▶ [Your instructions] For the string "joint", report how many lines in the records below contain it, and nothing more.

Data for review below:

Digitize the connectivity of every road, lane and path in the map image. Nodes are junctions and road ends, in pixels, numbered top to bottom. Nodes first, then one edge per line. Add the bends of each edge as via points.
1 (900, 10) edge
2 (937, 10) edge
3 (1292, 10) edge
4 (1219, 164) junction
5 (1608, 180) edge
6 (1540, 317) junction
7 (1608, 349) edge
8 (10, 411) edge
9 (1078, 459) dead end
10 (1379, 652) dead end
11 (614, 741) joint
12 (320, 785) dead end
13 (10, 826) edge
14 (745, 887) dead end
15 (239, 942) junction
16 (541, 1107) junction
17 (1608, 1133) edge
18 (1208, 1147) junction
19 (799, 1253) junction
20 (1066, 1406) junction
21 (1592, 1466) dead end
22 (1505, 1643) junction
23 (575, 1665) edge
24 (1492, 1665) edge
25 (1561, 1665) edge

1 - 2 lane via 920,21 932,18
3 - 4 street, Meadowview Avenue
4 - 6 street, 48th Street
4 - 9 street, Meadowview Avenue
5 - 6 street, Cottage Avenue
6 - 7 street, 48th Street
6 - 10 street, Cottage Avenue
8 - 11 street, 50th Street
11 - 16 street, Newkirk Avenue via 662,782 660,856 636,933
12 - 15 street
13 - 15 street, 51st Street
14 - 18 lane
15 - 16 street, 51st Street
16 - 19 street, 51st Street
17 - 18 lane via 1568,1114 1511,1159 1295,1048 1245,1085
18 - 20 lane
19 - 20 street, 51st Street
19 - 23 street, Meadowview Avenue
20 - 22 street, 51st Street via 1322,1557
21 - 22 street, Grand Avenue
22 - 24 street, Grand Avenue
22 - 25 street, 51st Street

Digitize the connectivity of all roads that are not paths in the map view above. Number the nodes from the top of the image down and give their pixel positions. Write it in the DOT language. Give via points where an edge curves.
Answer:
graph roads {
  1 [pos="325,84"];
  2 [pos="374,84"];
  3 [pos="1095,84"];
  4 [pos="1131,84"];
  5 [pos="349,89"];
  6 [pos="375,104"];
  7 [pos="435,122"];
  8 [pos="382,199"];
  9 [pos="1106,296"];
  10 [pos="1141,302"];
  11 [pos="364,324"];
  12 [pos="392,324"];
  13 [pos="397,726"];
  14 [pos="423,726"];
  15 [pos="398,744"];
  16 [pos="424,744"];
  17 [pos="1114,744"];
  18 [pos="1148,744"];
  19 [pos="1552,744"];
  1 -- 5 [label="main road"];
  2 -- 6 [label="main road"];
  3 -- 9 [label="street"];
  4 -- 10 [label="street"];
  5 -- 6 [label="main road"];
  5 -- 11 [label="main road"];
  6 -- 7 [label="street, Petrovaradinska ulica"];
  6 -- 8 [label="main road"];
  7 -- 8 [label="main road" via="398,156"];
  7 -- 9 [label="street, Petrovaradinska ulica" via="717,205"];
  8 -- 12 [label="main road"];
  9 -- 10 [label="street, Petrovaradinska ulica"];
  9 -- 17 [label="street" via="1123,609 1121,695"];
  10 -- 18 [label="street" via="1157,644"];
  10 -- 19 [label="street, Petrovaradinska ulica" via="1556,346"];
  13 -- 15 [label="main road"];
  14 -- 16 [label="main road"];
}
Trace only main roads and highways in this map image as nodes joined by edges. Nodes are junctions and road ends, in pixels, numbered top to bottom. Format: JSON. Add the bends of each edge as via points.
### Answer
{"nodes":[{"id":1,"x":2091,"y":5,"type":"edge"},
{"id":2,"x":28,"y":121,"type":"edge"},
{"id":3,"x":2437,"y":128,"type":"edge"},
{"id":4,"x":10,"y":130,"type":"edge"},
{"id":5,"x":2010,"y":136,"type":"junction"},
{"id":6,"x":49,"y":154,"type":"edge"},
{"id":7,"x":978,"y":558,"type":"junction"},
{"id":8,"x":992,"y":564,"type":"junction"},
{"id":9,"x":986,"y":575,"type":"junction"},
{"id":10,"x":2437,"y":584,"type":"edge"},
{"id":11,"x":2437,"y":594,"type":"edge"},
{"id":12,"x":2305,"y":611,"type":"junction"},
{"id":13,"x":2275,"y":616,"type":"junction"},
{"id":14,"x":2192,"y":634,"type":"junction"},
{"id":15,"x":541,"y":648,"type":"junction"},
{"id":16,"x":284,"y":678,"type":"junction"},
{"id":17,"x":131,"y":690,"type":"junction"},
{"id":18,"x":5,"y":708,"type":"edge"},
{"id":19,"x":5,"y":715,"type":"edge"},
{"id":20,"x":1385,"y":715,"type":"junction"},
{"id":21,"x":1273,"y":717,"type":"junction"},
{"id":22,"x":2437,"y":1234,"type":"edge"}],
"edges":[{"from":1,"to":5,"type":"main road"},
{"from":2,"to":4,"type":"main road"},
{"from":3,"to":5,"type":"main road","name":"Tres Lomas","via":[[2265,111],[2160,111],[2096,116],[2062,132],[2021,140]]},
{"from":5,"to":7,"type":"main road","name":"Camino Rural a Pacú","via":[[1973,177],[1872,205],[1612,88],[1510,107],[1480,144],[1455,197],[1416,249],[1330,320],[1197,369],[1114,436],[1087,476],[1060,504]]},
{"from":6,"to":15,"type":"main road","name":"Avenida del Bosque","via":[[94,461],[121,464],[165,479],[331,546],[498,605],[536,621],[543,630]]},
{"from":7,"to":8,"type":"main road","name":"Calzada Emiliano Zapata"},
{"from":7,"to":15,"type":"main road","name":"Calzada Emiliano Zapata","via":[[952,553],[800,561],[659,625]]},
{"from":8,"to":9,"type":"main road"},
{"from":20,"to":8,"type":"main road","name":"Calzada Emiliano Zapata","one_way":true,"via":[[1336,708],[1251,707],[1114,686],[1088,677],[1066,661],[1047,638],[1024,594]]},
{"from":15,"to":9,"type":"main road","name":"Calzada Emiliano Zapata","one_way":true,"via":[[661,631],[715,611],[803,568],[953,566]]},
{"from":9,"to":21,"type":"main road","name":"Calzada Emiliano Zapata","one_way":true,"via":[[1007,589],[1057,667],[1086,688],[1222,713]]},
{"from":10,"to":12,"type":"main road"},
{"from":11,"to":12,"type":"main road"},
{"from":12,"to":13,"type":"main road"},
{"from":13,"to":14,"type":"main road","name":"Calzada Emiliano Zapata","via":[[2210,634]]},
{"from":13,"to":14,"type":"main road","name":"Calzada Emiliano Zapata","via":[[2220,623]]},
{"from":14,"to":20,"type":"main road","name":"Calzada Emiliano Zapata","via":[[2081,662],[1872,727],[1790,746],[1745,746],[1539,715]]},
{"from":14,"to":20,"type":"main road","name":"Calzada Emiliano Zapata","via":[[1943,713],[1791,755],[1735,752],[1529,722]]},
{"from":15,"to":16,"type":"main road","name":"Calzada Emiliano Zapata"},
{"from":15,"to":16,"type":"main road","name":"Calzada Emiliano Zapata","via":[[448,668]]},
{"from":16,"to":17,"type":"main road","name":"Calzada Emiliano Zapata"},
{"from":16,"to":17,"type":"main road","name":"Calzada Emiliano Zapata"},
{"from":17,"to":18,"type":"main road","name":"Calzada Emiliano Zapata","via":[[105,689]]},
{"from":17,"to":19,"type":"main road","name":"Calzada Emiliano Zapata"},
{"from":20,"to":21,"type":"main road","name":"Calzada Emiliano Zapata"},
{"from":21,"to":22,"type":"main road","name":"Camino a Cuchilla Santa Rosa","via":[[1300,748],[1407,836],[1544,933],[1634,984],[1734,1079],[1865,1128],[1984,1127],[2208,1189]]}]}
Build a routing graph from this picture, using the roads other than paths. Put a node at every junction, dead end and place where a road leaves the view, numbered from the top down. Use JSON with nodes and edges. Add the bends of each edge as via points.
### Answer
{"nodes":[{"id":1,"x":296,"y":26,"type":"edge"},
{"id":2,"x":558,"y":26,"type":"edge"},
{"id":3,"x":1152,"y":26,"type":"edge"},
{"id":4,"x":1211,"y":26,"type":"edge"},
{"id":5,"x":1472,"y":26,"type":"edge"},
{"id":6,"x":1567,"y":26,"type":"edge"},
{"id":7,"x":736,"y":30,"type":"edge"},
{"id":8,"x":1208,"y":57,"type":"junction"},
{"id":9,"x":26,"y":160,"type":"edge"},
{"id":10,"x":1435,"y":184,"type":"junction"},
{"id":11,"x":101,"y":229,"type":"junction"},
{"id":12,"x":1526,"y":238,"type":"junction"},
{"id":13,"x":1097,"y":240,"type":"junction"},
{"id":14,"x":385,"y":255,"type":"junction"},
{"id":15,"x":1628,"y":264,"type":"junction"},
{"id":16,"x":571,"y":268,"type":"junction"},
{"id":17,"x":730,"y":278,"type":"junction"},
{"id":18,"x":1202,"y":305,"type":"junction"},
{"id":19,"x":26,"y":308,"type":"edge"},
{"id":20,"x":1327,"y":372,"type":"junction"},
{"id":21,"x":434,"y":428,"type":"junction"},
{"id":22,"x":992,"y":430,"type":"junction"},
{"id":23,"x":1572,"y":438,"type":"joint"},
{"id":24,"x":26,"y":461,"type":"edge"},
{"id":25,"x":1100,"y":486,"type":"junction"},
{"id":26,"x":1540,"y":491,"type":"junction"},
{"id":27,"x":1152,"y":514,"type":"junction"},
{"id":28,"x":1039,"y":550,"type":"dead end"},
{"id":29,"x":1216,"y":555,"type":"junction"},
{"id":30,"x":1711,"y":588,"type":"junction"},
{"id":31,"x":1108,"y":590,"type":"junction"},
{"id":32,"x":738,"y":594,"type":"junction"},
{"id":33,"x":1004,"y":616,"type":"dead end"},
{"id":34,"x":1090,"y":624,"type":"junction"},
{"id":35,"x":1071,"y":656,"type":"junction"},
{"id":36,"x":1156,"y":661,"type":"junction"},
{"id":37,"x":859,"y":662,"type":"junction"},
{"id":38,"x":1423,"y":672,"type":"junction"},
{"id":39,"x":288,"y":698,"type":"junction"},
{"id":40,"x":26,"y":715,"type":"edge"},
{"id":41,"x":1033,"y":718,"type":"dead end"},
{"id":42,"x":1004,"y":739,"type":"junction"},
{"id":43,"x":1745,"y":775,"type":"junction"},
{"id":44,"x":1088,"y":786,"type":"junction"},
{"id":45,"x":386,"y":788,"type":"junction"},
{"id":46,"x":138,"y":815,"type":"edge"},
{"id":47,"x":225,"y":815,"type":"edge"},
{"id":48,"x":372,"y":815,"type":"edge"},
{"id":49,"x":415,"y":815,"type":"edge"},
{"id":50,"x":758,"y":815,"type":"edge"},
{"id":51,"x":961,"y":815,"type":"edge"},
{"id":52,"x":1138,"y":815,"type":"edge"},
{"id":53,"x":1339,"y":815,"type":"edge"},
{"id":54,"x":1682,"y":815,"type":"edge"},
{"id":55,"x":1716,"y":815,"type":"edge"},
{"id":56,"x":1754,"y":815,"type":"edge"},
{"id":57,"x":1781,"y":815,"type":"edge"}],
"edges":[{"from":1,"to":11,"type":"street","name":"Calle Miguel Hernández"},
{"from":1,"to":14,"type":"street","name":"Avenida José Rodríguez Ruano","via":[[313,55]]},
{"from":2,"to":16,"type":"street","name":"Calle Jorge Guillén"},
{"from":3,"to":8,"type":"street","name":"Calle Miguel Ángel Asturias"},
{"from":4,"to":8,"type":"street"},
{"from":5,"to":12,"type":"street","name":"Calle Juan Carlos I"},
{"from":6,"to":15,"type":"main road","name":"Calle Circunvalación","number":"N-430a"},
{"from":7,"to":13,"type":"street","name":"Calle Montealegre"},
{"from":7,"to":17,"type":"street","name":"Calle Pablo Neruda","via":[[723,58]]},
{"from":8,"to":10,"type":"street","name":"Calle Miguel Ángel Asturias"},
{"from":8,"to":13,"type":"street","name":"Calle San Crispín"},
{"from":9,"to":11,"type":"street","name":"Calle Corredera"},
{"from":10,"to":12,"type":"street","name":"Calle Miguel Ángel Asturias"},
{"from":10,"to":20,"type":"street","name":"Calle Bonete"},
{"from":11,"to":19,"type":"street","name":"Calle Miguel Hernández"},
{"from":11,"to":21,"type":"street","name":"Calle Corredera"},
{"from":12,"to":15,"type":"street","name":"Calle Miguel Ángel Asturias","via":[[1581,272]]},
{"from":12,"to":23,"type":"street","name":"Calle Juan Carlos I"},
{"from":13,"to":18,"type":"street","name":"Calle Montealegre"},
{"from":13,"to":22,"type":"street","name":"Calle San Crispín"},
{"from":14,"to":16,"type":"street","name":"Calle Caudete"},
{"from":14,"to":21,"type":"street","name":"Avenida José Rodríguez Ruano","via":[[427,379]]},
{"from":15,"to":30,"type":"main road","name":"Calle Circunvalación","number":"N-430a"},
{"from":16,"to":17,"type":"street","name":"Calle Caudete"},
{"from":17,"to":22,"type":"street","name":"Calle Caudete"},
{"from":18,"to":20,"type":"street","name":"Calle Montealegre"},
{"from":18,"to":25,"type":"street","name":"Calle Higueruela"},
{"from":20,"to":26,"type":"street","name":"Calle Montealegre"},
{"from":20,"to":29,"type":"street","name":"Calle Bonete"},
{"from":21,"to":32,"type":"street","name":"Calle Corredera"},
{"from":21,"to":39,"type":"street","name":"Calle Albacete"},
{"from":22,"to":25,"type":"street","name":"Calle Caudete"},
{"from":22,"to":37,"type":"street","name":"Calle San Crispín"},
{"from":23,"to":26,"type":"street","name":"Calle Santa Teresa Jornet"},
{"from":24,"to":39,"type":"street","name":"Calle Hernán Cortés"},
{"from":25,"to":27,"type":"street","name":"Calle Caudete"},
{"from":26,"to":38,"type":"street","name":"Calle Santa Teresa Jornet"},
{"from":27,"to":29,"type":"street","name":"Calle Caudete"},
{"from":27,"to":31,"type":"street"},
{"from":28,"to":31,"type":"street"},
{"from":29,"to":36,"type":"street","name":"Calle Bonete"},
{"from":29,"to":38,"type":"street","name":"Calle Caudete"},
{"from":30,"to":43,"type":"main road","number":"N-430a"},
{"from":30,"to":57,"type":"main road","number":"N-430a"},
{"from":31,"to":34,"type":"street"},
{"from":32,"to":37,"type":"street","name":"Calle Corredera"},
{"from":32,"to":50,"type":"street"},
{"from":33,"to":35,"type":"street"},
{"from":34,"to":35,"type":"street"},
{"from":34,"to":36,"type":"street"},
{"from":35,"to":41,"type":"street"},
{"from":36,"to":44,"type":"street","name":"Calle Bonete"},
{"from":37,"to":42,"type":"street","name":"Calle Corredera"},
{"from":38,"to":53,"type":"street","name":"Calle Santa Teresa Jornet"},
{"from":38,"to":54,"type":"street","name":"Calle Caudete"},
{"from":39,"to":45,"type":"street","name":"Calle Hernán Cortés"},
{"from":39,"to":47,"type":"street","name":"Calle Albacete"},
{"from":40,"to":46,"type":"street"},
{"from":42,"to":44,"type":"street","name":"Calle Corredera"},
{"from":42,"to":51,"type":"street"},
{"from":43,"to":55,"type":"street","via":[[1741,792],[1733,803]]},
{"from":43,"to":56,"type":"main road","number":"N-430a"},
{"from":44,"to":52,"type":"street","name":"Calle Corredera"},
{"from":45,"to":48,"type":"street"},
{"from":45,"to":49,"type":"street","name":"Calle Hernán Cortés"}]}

End of Data for review.

▶ [Reply to the task] 2